Stored items
:::::

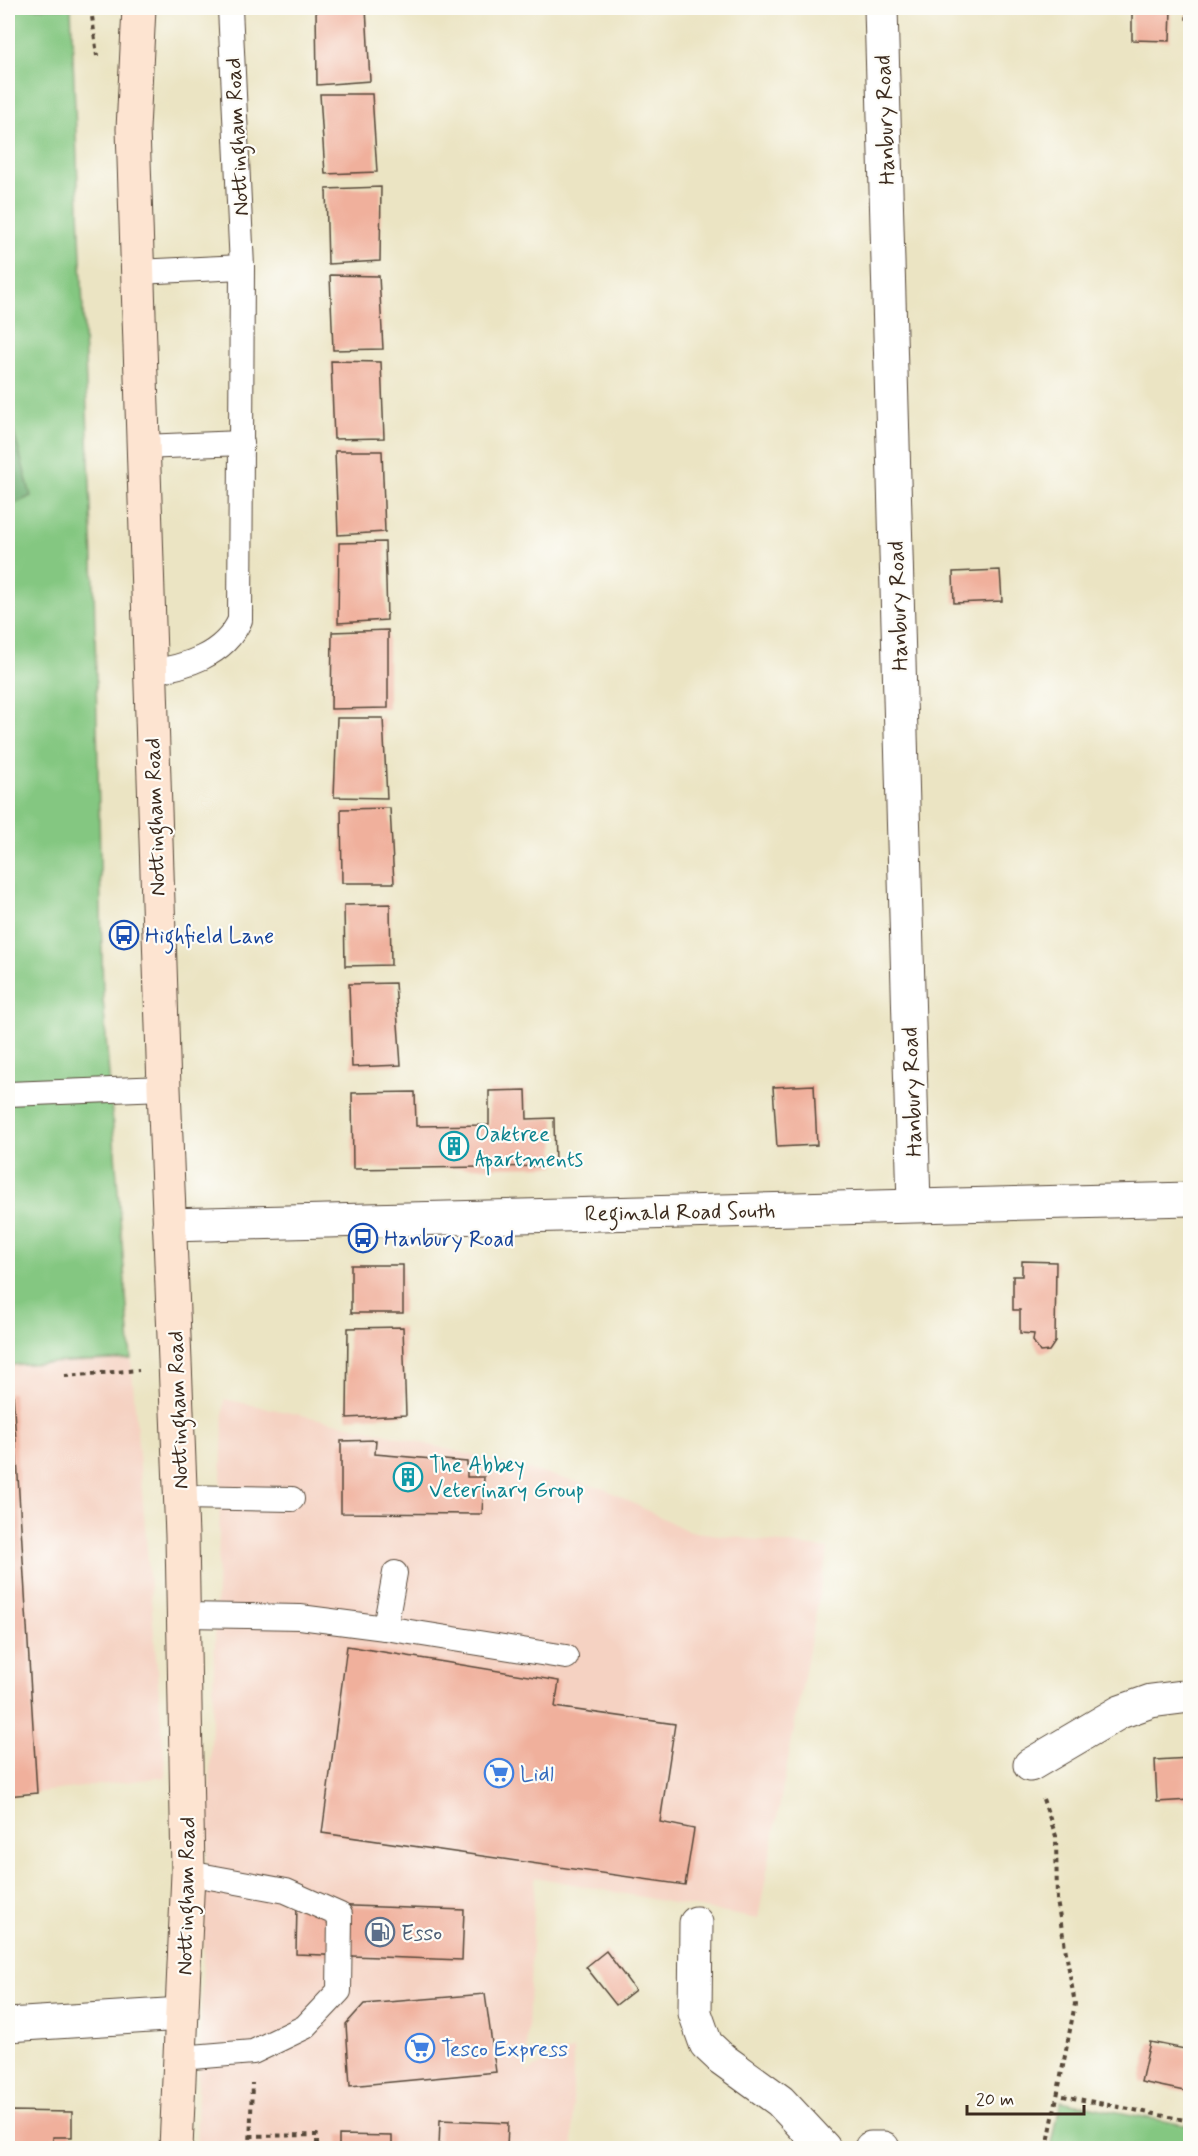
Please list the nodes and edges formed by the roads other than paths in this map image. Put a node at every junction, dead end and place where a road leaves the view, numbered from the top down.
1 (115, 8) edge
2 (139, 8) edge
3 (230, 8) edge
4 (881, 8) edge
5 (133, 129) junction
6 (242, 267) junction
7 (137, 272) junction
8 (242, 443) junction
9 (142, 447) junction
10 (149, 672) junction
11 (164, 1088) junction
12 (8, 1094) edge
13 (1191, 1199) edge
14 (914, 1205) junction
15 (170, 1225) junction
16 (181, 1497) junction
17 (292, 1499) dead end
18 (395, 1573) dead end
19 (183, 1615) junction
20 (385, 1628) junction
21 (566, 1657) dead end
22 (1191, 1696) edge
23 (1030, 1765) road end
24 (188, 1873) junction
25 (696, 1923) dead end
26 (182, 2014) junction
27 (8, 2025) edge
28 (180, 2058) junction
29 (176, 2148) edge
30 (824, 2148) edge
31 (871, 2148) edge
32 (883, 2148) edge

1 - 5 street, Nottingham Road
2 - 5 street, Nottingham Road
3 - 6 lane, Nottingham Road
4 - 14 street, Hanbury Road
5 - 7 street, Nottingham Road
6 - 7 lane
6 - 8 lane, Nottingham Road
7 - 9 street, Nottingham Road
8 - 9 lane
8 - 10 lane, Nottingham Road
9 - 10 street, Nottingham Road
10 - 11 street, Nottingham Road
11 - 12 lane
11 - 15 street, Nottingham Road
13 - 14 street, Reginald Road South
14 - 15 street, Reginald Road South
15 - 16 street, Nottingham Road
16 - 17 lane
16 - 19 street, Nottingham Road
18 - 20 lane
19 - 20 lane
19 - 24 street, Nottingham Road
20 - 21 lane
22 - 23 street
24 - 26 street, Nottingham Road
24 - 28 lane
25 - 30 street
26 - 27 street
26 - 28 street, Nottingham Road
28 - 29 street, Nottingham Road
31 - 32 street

:::::

Copy each entry exactly as written. Pictures do not belong in the copy.

▶ _Finished task_:
Please list the nodes and edges formed by the roads other than paths in this map image. Put a node at every junction, dead end and place where a road leaves the view, numbered from the top down.
1 (115, 8) edge
2 (139, 8) edge
3 (230, 8) edge
4 (881, 8) edge
5 (133, 129) junction
6 (242, 267) junction
7 (137, 272) junction
8 (242, 443) junction
9 (142, 447) junction
10 (149, 672) junction
11 (164, 1088) junction
12 (8, 1094) edge
13 (1191, 1199) edge
14 (914, 1205) junction
15 (170, 1225) junction
16 (181, 1497) junction
17 (292, 1499) dead end
18 (395, 1573) dead end
19 (183, 1615) junction
20 (385, 1628) junction
21 (566, 1657) dead end
22 (1191, 1696) edge
23 (1030, 1765) road end
24 (188, 1873) junction
25 (696, 1923) dead end
26 (182, 2014) junction
27 (8, 2025) edge
28 (180, 2058) junction
29 (176, 2148) edge
30 (824, 2148) edge
31 (871, 2148) edge
32 (883, 2148) edge

1 - 5 street, Nottingham Road
2 - 5 street, Nottingham Road
3 - 6 lane, Nottingham Road
4 - 14 street, Hanbury Road
5 - 7 street, Nottingham Road
6 - 7 lane
6 - 8 lane, Nottingham Road
7 - 9 street, Nottingham Road
8 - 9 lane
8 - 10 lane, Nottingham Road
9 - 10 street, Nottingham Road
10 - 11 street, Nottingham Road
11 - 12 lane
11 - 15 street, Nottingham Road
13 - 14 street, Reginald Road South
14 - 15 street, Reginald Road South
15 - 16 street, Nottingham Road
16 - 17 lane
16 - 19 street, Nottingham Road
18 - 20 lane
19 - 20 lane
19 - 24 street, Nottingham Road
20 - 21 lane
22 - 23 street
24 - 26 street, Nottingham Road
24 - 28 lane
25 - 30 street
26 - 27 street
26 - 28 street, Nottingham Road
28 - 29 street, Nottingham Road
31 - 32 street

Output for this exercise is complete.